The Echo Chamber by John Boyne (Simon & Schuster, $37)
Cancel culture is a phrase so well worn into popular discourse, one feels weary even reading it. From university campuses to social media platforms, the concept has run like wildfire through recent years, incinerating anyone in its unfortunate path.
Cancellation itself followsa familiar process: first, someone says or does something considered offensive. The public then responds with outrage and condemnation that quickly gains momentum until the moral transgressor is stripped of their status and cultural prominence. While the result primarily concerns one's reputation, tangible consequences to an individual's career, relationships and mental health almost always follow.
So is cancel culture a long-overdue way for misogynists, racists and the like to receive warranted punishment? Or a merciless form of political correctness? This is the question asked by John Boyne in his latest novel, The Echo Chamber, a stunningly brutal exploration into the ways our lives can be built up and broken down by our palm-sized devices.
The novel revolves around the Cleverley family. Terrifically wealthy, successful, and obnoxiously unaware of it, the family are a textbook picture of privilege. But, as they'll soon learn, these advantages shouldn't be taken for granted in an era where everyone is one tweet away from obsolescence.
Patriarch George Cleverley is a self-described "national treasure" and long-time television presenter. Beverley, his wife, is a novelist desperate for more fame. Unsurprisingly their children, Achilles, Elizabeth and Nelson, haven't fallen far from the tree, each with their own inflated egos just waiting to be burst by an unforgiving world.
One by one the Cleverley clan are torn apart, car crashes in slow motion one can't help but watch with sickening fascination. Eventually, each realises that in this new world, one of volatility and outrage, intentions count for nothing, and social media mobs rule supreme.
The novel does have a heavy-handedness at times, with some passages of dialogue reading more like pedagogic soliloquy. Meanwhile, Boyne seems to experiment with just how painfully unlikeable and absurd characters can be before a reader loses interest.
Yet one must admire Boyne's willingness to deliver a novel of dark humour and cutting observations during a time when it's safer to stay silent. His motives aren't totally selfless. Boyne has a score to settle with the keyboard warriors he playfully dissects after being victim to their vitriol over his 2019 YA novel, My Brother's Name is Jessica. Intended as an empathetic exploration into transitioning, online communities swiftly accused Boyne of several social crimes including "decentring" and "misgendering" and he was promptly "cancelled". Following a flood of "appalling" threats and abuse, Boyne temporarily deleted his Twitter account.
With this context in mind, it becomes clear The Echo Chamber is John Boyne's 432-page response to the social media-savvy, click-obsessed crowd. George, a written reflection of Boyne, even makes a similar mistake; tweeting in support of a receptionist who transitioned but accidentally referring to her as a "he".

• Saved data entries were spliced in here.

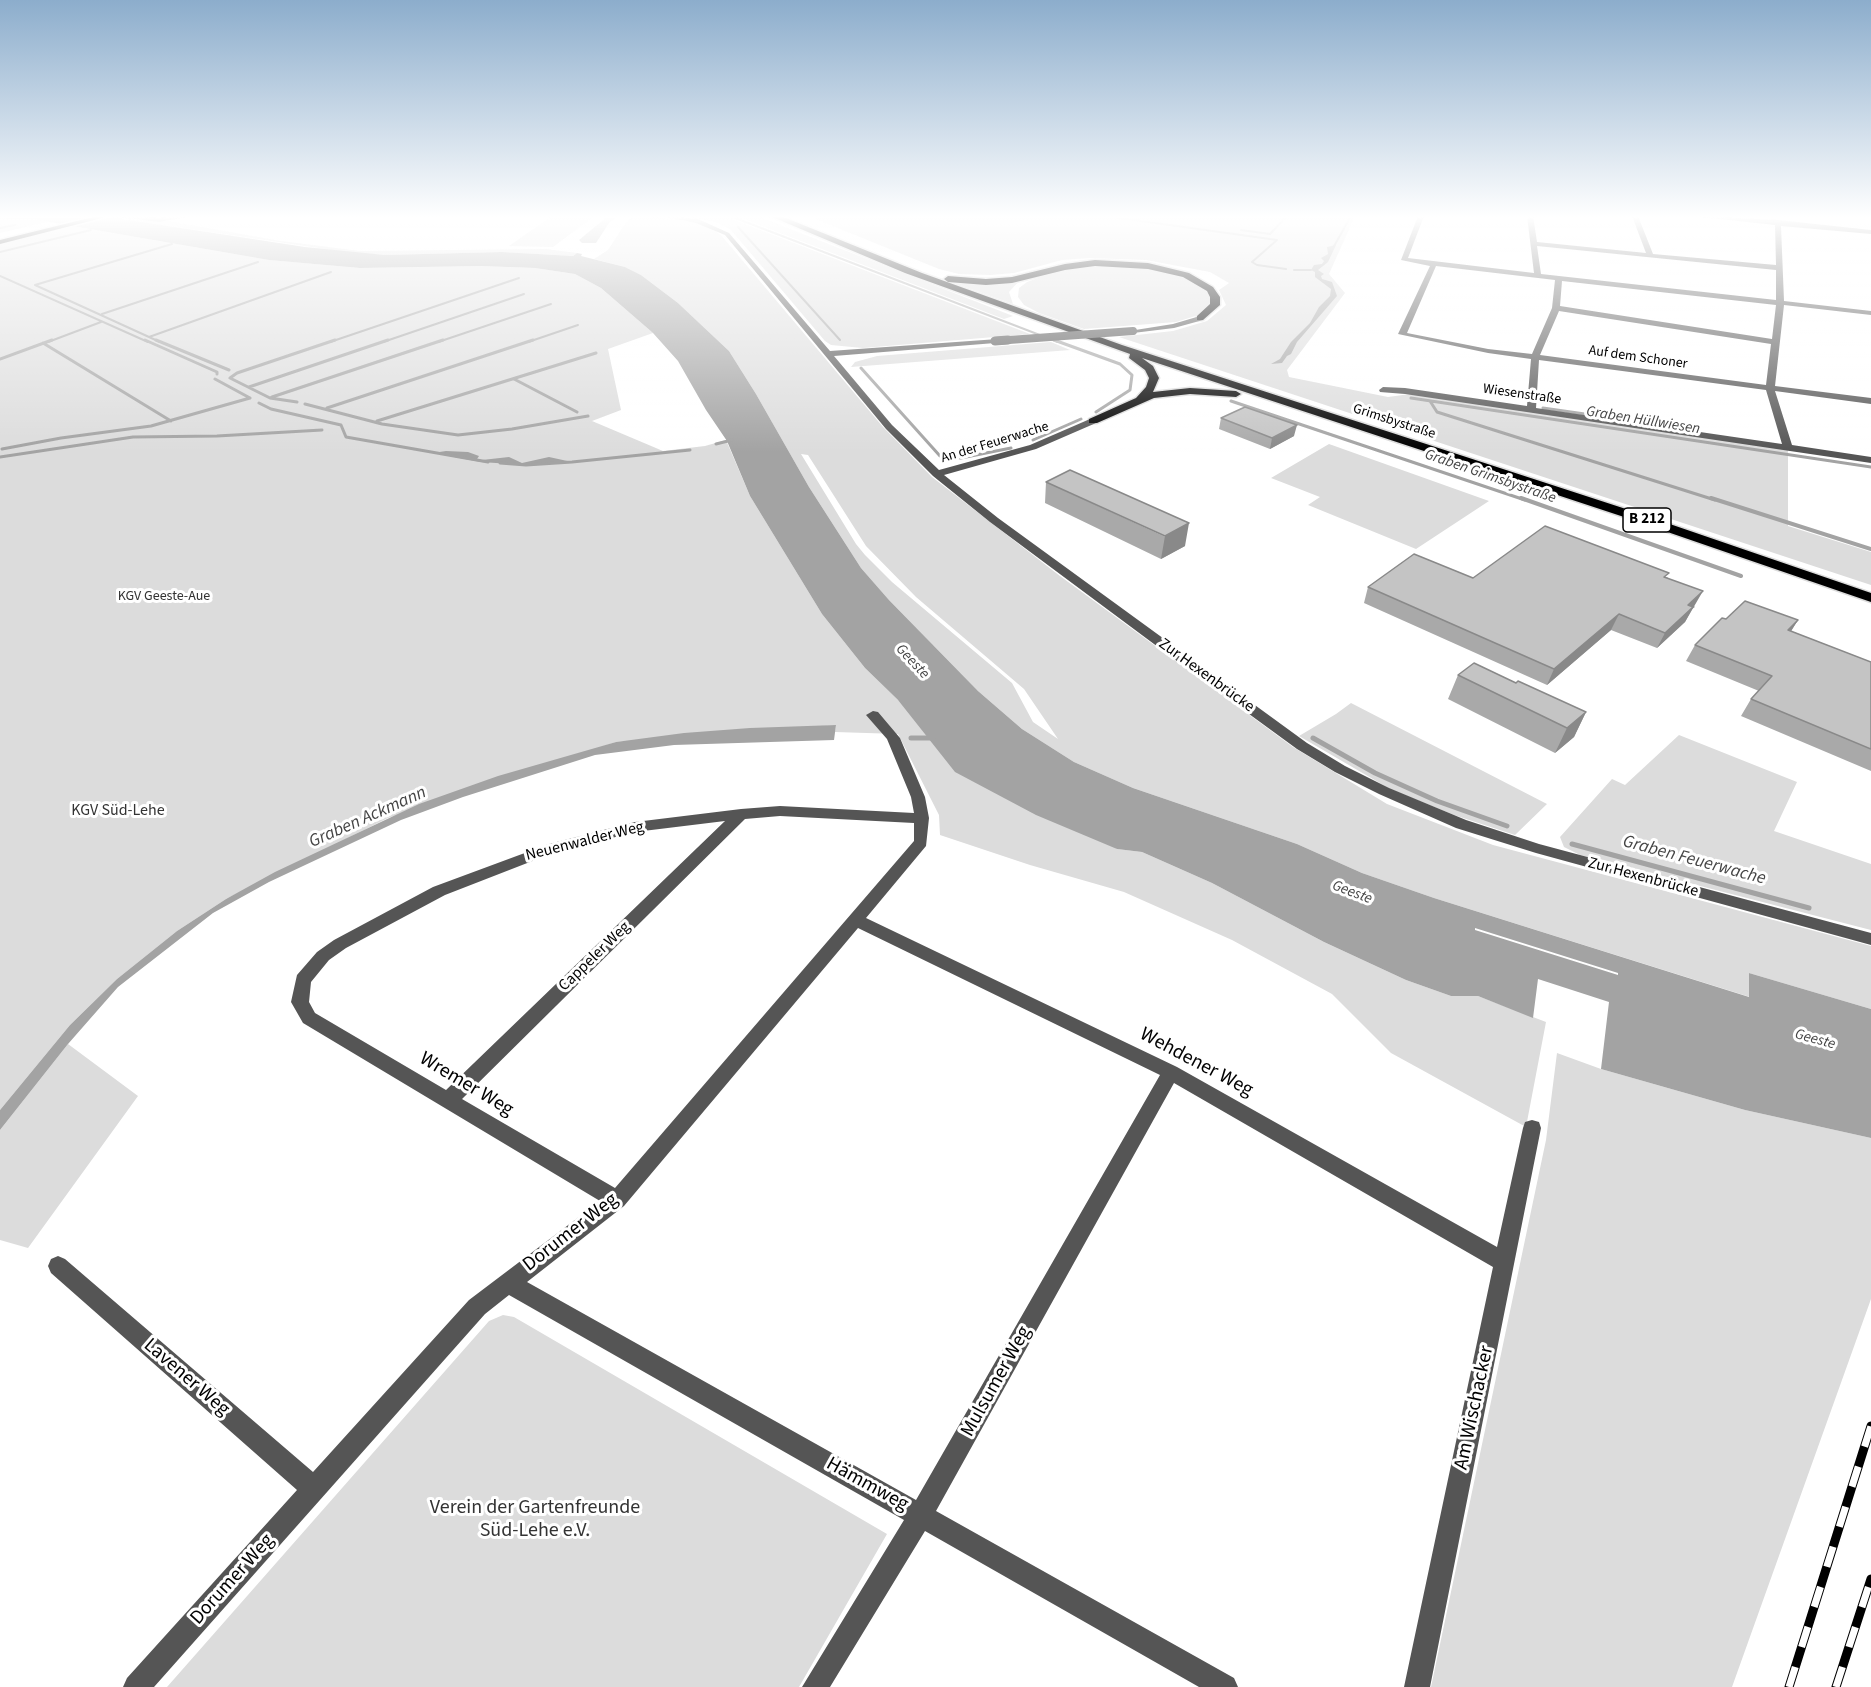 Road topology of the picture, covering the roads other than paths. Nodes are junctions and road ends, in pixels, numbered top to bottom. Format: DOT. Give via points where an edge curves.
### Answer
graph roads {
  1 [pos="778,295"];
  2 [pos="973,295"];
  3 [pos="1013,295"];
  4 [pos="1213,295"];
  5 [pos="1420,295"];
  6 [pos="1557,295"];
  7 [pos="1698,295"];
  8 [pos="1780,295"];
  9 [pos="1780,304"];
  10 [pos="1556,308"];
  11 [pos="1871,313"];
  12 [pos="1031,316"];
  13 [pos="1200,318"];
  14 [pos="1774,342"];
  15 [pos="1119,347"];
  16 [pos="827,354"];
  17 [pos="1535,358"];
  18 [pos="1770,389"];
  19 [pos="1383,390"];
  20 [pos="1141,398"];
  21 [pos="1871,401"];
  22 [pos="1300,407"];
  23 [pos="1532,410"];
  24 [pos="1093,421"];
  25 [pos="1788,448"];
  26 [pos="1871,460"];
  27 [pos="937,474"];
  28 [pos="1871,598"];
  29 [pos="873,716"];
  30 [pos="741,814"];
  31 [pos="922,818"];
  32 [pos="856,920"];
  33 [pos="1871,939"];
  34 [pos="300,1002"];
  35 [pos="1171,1072"];
  36 [pos="448,1100"];
  37 [pos="1532,1128"];
  38 [pos="616,1200"];
  39 [pos="1505,1263"];
  40 [pos="58,1266"];
  41 [pos="508,1283"];
  42 [pos="314,1489"];
  43 [pos="921,1515"];
  44 [pos="136,1687"];
  45 [pos="815,1687"];
  46 [pos="1225,1687"];
  47 [pos="1417,1687"];
  1 -- 16 [label="street, Zur Hexenbrücke"];
  2 -- 12 [label="highway, Grimsbystraße / B 212"];
  3 -- 12 [label="highway" via="1017,307"];
  4 -- 13 [label="highway" via="1215,305"];
  5 -- 17 [label="street, Auf dem Schoner" via="1402,334"];
  6 -- 10 [label="street"];
  7 -- 9 [label="street"];
  8 -- 9 [label="street"];
  9 -- 11 [label="street"];
  9 -- 14 [label="street"];
  10 -- 14 [label="street"];
  10 -- 17 [label="street"];
  12 -- 15 [label="highway, Grimsbystraße / B 212"];
  13 -- 16 [label="street, bridge" via="1133,331"];
  14 -- 18 [label="street"];
  15 -- 20 [label="highway" via="1152,373 1152,388"];
  15 -- 22 [label="highway, Grimsbystraße / B 212"];
  16 -- 27 [label="street, Zur Hexenbrücke" via="889,427"];
  17 -- 18 [label="street, Auf dem Schoner"];
  17 -- 23 [label="street"];
  18 -- 21 [label="street, Auf dem Schoner"];
  18 -- 25 [label="street"];
  19 -- 23 [label="street, Wiesenstraße"];
  20 -- 22 [label="highway" via="1204,391"];
  20 -- 24 [label="highway"];
  22 -- 28 [label="highway, Grimsbystraße / B 212"];
  23 -- 25 [label="street, Wiesenstraße"];
  24 -- 27 [label="street, An der Feuerwache" via="1046,443"];
  25 -- 26 [label="street, Wiesenstraße"];
  27 -- 33 [label="street, Zur Hexenbrücke" via="993,520 1302,746 1384,791 1461,824 1536,848"];
  29 -- 31 [label="street, Dorumer Weg" via="893,738 918,797"];
  30 -- 31 [label="street, Neuenwalder Weg" via="780,811"];
  30 -- 34 [label="street, Neuenwalder Weg" via="635,828 549,849 439,891 323,956 303,980"];
  30 -- 36 [label="street, Cappeler Weg"];
  31 -- 32 [label="street, Dorumer Weg" via="921,842"];
  32 -- 35 [label="street, Wehdener Weg"];
  32 -- 38 [label="street, Dorumer Weg"];
  34 -- 36 [label="street, Wremer Weg" via="309,1018"];
  35 -- 39 [label="street, Wehdener Weg"];
  35 -- 43 [label="street, Mulsumer Weg"];
  36 -- 38 [label="street, Wremer Weg"];
  37 -- 39 [label="street, Am Wischacker"];
  38 -- 41 [label="street, Dorumer Weg"];
  39 -- 47 [label="street, Am Wischacker"];
  40 -- 42 [label="street, Lavener Weg"];
  41 -- 42 [label="street, Dorumer Weg" via="477,1307"];
  41 -- 43 [label="street, Hämmweg"];
  42 -- 44 [label="street, Dorumer Weg"];
  43 -- 45 [label="street, Mulsumer Weg"];
  43 -- 46 [label="street, Hämmweg"];
} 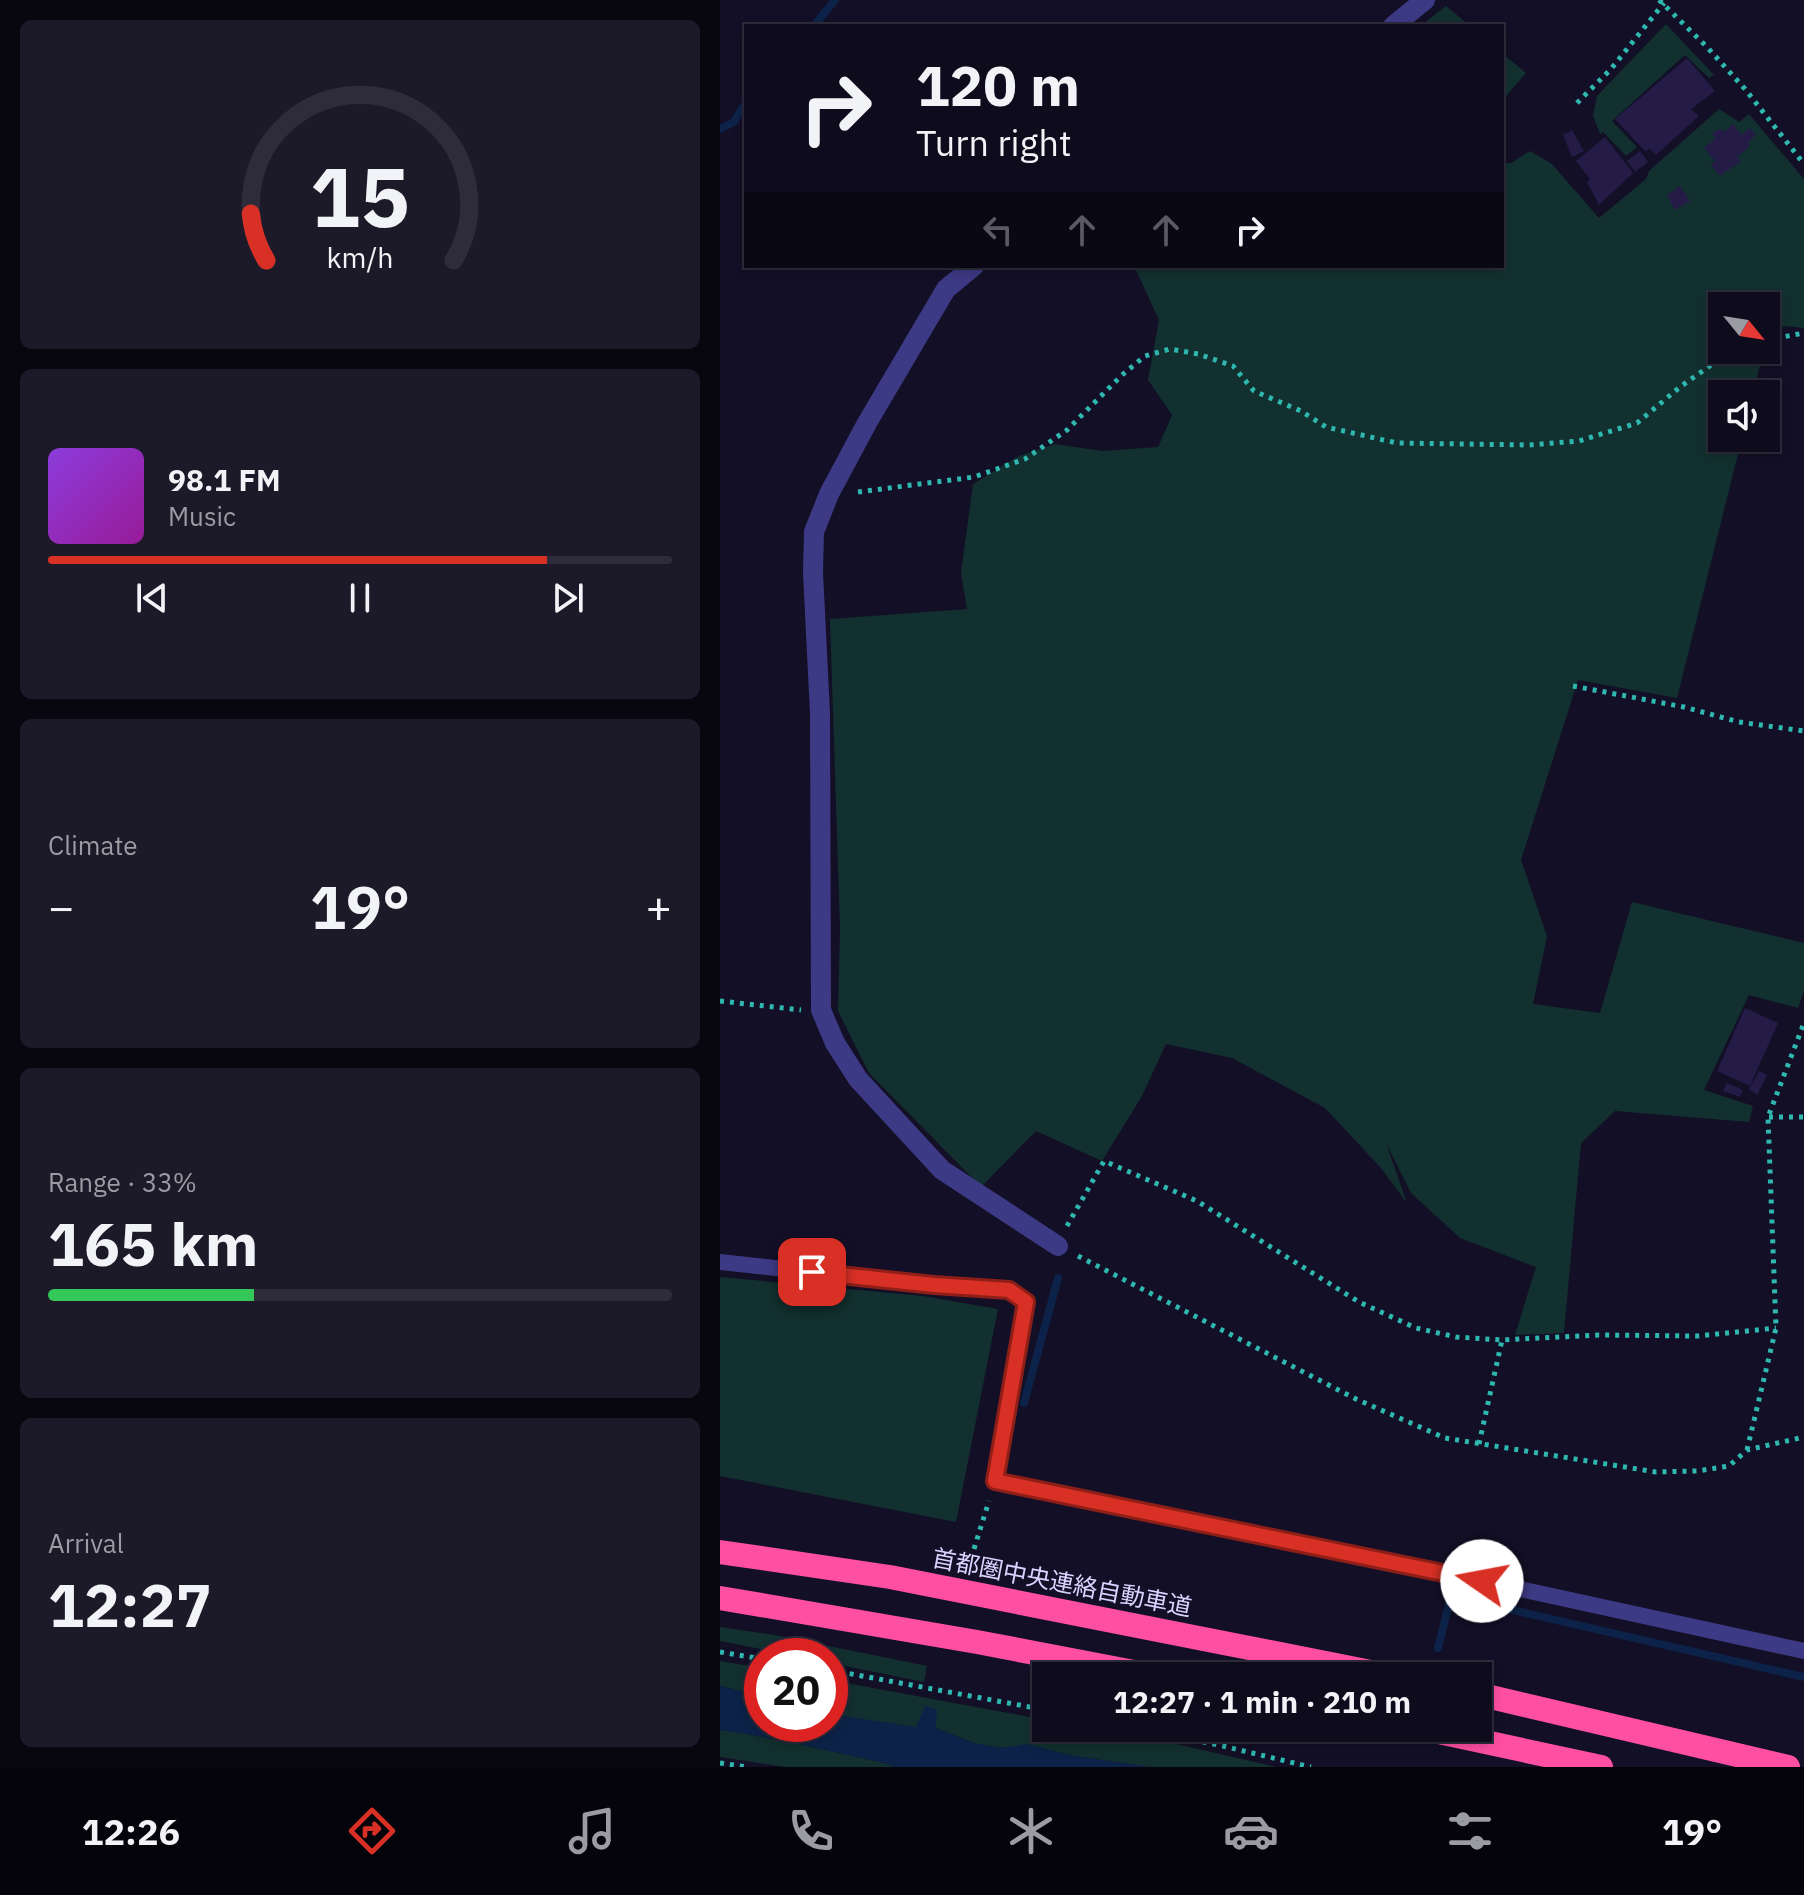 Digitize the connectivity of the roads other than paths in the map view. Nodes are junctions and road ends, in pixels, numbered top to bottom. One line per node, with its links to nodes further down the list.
1 (1425, 0): 2 (street)
2 (1395, 24)
3 (972, 268): 4 (street)
4 (1057, 1245)
5 (720, 1262): 8 (lane)
6 (720, 1552): 10 (highway, 首都圏中央連絡自動車道)
7 (720, 1598): 9 (highway)
8 (1804, 1651)
9 (1082, 1662)
10 (1320, 1662)
11 (1492, 1697): 14 (highway)
12 (1485, 1742): 13 (highway)
13 (1601, 1767)
14 (1788, 1767)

Just like in 2019, the public fury is instant and intense but could have been resolved with a serious display of remorse. Instead, Cleverley appears on the Six O'Clock News, where his public apology turns into an impassioned rant. "Every person vying with everyone else to see who can be the most affronted, who can show that they're the most woke," Cleverley yells. "Well, eff Twitter!"
As for the rest of the Cleverley family, Beverley exploits young ghostwriters for her novels; Nelson is obsessed with dressing in fake uniforms; Elizabeth is secretly an infamous Twitter troll who gets off on her digital attacks; and Achilles lures middle-aged husbands into compromising positions before charging them thousands to buy his silence.
If you're after restraint, The Echo Chamber is not for you. But for those who revel in the outrageous, the controversial, the downright divisive? This is a story that will stick with you for months to come.